Jono La Nauze is chief executive of Environment Victoria, and chair of the Murray Darling Conservation Alliance.

Murray Darling Conservation Alliance chair Jono La Nauze.
Murray Darling Conservation Alliance chair Jono La Nauze.Jason South

The alliance is calling for the review to recommend “hard targets” be included in the revamped basin plan, to compel governments to restore adequate flows to at least 60 per cent of wetlands in the Murray-Darling Basin.

The size of those flows would be adjusted based on the particular needs of different ecosystems.

“We’ve got really good science that tells us what different kinds of wetlands and ecosystems need, [and] what frequency and duration of flooding,” La Nauze says.

He points to an Australian National University-led study of the five-year period between 2014 and 2019, which examined the 21 per cent of Commonwealth environmental water that had been delivered as flooding events to nine river valleys.
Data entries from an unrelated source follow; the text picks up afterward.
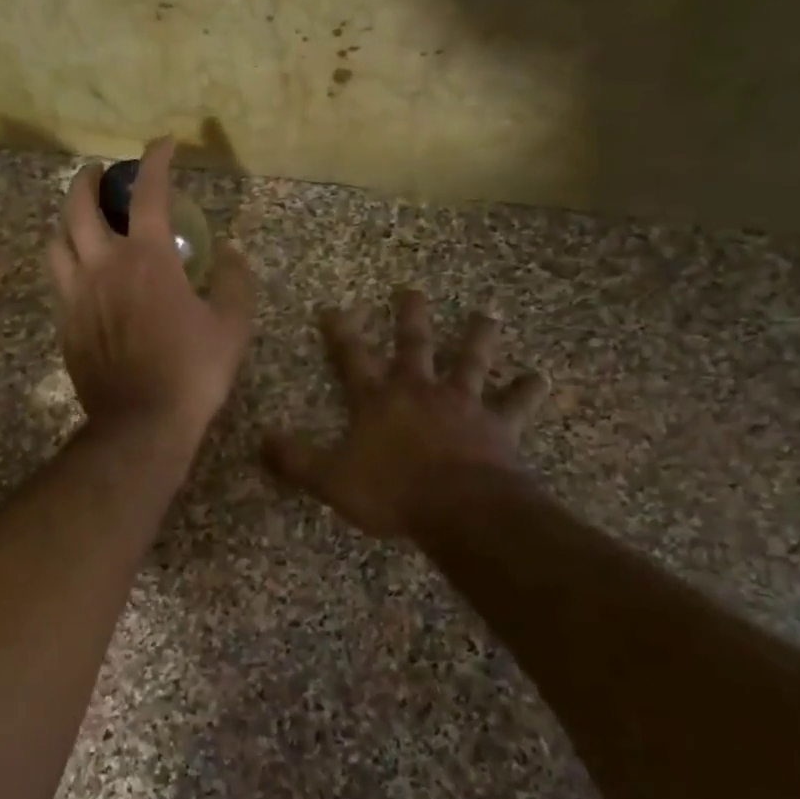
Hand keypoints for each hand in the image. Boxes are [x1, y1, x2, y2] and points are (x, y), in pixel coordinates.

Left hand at [47, 139, 255, 447]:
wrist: (141, 423)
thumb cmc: (192, 372)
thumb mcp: (232, 326)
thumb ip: (236, 282)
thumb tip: (231, 253)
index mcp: (148, 259)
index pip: (148, 193)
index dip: (156, 160)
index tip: (163, 144)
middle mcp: (103, 266)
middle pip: (79, 206)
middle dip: (88, 179)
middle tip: (100, 174)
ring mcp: (77, 295)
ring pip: (57, 240)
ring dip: (68, 220)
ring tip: (82, 221)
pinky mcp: (65, 323)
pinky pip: (57, 279)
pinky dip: (67, 262)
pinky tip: (81, 271)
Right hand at [263, 290, 549, 537]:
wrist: (460, 508)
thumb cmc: (391, 492)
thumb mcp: (330, 479)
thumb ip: (294, 460)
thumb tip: (260, 440)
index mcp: (377, 400)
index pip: (352, 357)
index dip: (340, 332)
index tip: (332, 307)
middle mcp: (419, 391)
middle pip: (414, 344)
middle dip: (410, 316)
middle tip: (411, 289)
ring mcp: (462, 404)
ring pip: (470, 361)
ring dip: (477, 337)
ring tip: (486, 314)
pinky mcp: (497, 425)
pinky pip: (515, 403)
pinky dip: (527, 390)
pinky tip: (539, 377)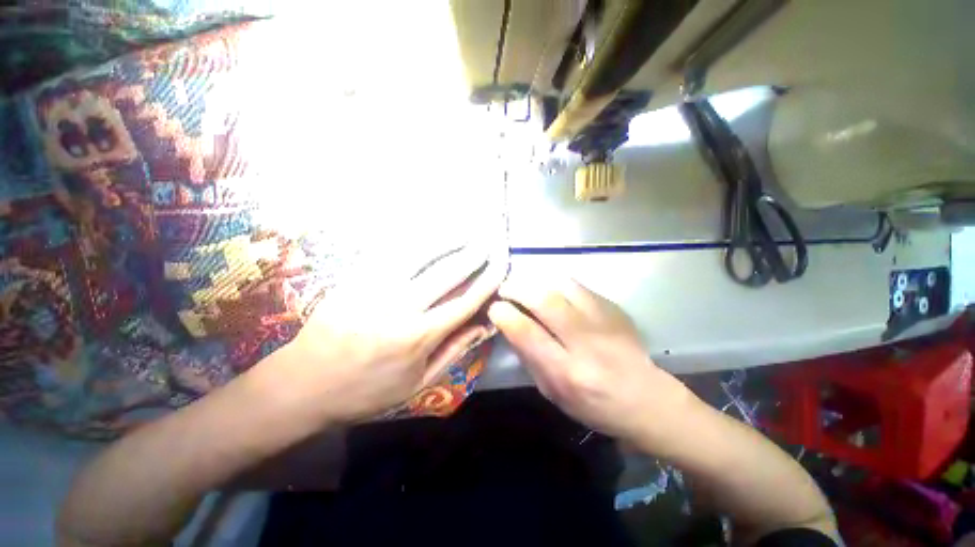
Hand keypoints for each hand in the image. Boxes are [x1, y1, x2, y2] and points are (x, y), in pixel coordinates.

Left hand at [251, 247, 504, 427]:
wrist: (300, 385)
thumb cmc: (363, 392)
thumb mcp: (415, 384)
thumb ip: (452, 351)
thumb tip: (481, 327)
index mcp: (417, 336)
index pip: (464, 302)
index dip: (487, 281)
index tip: (501, 265)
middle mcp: (400, 306)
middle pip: (446, 273)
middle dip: (473, 254)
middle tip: (489, 241)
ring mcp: (374, 287)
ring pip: (419, 253)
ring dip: (446, 239)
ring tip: (464, 229)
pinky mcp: (354, 277)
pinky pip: (388, 250)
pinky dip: (413, 239)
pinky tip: (426, 232)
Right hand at [488, 276, 694, 444]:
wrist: (648, 399)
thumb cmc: (594, 405)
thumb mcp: (553, 394)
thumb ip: (530, 359)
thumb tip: (511, 325)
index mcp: (567, 373)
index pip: (527, 333)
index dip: (504, 314)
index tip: (495, 307)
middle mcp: (586, 343)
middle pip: (545, 300)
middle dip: (517, 288)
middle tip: (505, 288)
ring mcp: (604, 321)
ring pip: (562, 285)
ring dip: (536, 281)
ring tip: (526, 286)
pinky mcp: (614, 308)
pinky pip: (578, 286)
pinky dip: (556, 284)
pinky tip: (551, 291)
Those flows inundated just 7 per cent of wetland areas in those valleys annually, representing just 0.8 per cent of major basin wetlands.

La Nauze says the recent arrival of the deadly H5N1 avian flu on Australian shores lends particular urgency to the plight of waterbirds that breed in wetlands.

“We’re going to have, inevitably, massive population declines as these waterbirds are hit by a disease they have no natural immunity to,” he says.

“And one of the best things we can do is ensure that populations are as large and healthy as possible ... that means every possible opportunity for waterbirds to be breeding in large numbers is critical right now.”

A system in danger

Watt, the environment minister, accepted in January the scientific advice of more than 1000 scientific papers and reports, and conferred critically endangered status on the lower Murray River ecosystem, which stretches nearly 1000 kilometres from western NSW, through Victoria and to the sea in South Australia.

South Australian River Murray Commissioner Emma Carmody says the review is a rare historical opportunity.
South Australian River Murray Commissioner Emma Carmody says the review is a rare historical opportunity.

South Australian River Murray Commissioner Dr Emma Carmody, who has acted in the SA government-appointed role since last year, says targeted and considered environmental watering programs were critical to the health of the lower Murray catchment system, which begins in the mallee country of north-west Victoria and western NSW, and extends into South Australia.

Carmody argues it would be “an act of extreme cognitive dissonance” for the federal government to list the ecological community as endangered and critically endangered, but fail to allow enough water to flow through the rivers, wetlands and floodplains to save them.

“There is a great deal of evidence which shows there is a structural bias against environmental water, which has not been properly investigated and addressed by any government authority,” Carmody says.

She argues a structural bias has been baked into management of the Murray-Darling Basin, which “is a function of a legal and operational system that has evolved to support agriculture, not watering for the environment”.

“What we often hear [about the plan] is that it has a disproportionately negative impact on communities,” Carmody says.

“We don’t hear often enough about the positive impact of the plan, not only for the environment, but also for many landholders who are benefiting from a healthier river system.”